Crows Nest is a suburb on the lower North Shore of Sydney, New South Wales, Australia. It is also part of the North Sydney region, 5 kilometres north of the Sydney central business district, in the local government area of North Sydney Council.

History
Crows Nest was originally part of a  land grant made to Edward Wollstonecraft in 1821. 
The grant extended from the site of the present day Crows Nest to Wollstonecraft.  Edward Wollstonecraft built a cottage, the 'Crow's Nest' and, according to his business partner Alexander Berry, chose the name "on account of its elevated and commanding position".
Berry later built a more substantial Crow's Nest House on the estate in 1850, taking the name of the earlier cottage.
This site is now the site of North Sydney Demonstration School.

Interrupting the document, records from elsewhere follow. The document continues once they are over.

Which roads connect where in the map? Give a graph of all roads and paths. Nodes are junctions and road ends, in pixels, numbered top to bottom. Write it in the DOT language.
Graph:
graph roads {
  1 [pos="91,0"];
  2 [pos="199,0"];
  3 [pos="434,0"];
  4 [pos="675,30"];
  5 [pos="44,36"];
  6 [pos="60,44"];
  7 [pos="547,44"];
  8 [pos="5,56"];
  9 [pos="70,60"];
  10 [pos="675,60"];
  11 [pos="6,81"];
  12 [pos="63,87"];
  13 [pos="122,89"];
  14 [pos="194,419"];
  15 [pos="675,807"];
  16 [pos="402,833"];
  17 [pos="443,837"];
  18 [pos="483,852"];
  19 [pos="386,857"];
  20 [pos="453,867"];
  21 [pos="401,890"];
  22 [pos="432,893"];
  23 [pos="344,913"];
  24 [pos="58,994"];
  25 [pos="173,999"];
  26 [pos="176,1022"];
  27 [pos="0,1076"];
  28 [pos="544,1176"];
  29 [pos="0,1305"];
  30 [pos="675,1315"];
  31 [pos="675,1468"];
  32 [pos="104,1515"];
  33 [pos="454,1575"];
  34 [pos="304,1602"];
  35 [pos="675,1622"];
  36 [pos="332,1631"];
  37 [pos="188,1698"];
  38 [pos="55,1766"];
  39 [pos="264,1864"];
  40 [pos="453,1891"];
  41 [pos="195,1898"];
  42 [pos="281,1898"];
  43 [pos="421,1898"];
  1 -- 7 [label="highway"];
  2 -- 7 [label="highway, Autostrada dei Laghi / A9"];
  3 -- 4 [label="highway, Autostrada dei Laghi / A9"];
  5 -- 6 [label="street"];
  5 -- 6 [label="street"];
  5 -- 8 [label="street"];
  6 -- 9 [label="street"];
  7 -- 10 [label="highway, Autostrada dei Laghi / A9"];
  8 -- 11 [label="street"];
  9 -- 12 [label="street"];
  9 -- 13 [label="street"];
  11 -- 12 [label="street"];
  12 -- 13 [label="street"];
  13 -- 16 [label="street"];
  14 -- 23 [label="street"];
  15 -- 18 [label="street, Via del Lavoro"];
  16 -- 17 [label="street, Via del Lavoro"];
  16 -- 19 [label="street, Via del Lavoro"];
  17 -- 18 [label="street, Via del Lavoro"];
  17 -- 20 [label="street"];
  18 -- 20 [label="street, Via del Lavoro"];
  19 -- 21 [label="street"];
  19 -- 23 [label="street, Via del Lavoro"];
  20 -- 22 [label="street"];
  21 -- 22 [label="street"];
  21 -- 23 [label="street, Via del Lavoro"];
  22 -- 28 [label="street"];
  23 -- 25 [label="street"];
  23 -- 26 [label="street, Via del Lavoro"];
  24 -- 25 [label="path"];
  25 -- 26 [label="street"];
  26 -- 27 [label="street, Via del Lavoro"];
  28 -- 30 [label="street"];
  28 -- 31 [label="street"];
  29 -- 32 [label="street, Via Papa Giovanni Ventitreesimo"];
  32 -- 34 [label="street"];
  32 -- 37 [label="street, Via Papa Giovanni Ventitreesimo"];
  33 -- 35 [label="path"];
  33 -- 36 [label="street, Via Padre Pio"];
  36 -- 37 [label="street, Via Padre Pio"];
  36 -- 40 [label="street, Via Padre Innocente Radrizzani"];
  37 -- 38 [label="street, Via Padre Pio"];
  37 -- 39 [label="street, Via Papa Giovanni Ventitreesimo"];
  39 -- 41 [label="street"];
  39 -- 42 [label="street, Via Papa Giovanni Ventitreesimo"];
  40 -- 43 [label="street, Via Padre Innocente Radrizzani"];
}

The gates of Crows Nest House (added in the 1880s) still stand at the Pacific Highway entrance to the school.  Berry died at Crows Nest House on 30 November 1873.

Heritage listings 
Crows Nest has a number of heritage-listed sites, including:
 23 Albany Street: Electricity Power House

St Thomas Rest Park
St Thomas Rest Park, located in West Street, was originally the cemetery of St Thomas's Church. It was the first burial ground established on Sydney's north shore. The land for the cemetery was donated to the Anglican Parish of St Leonards in 1845 by the prominent landowner and merchant, Alexander Berry. Notable people buried there include Alexander Berry and George Barney.  Alexander Berry was buried there with his wife, in 1873, when he died at the age of 92. They are interred in an unusual, pyramid-shaped tomb with his wife's brother, Edward Wollstonecraft, former owner of Crows Nest Farm, after which the area is named. George Barney (lieutenant colonel) was born in London in 1792, and arrived in Sydney in 1835. He held a number of posts, including Commander of the Royal Engineers, and he designed Victoria Barracks. He was responsible for the completion of Fort Denison, Circular Quay, Cockatoo Dock and Darlinghurst Gaol.

The park includes the original Sexton's Cottage, which is now used as a museum of local history, and is heritage-listed.

Population
At the 2016 census, there were 4,798 residents in Crows Nest. 54.2% of residents were born in Australia.  The most common countries of birth were England 5.5%, New Zealand 3.4%, Japan 2.5%, India 2.4% and China 2.3%. 69.2% of people only spoke English at home. Other languages spoken at home included Japanese 2.9%, Mandarin 2.6% and Cantonese 2.1%.  The most common responses for religious affiliation were No Religion 39.7% and Catholic 19.9%.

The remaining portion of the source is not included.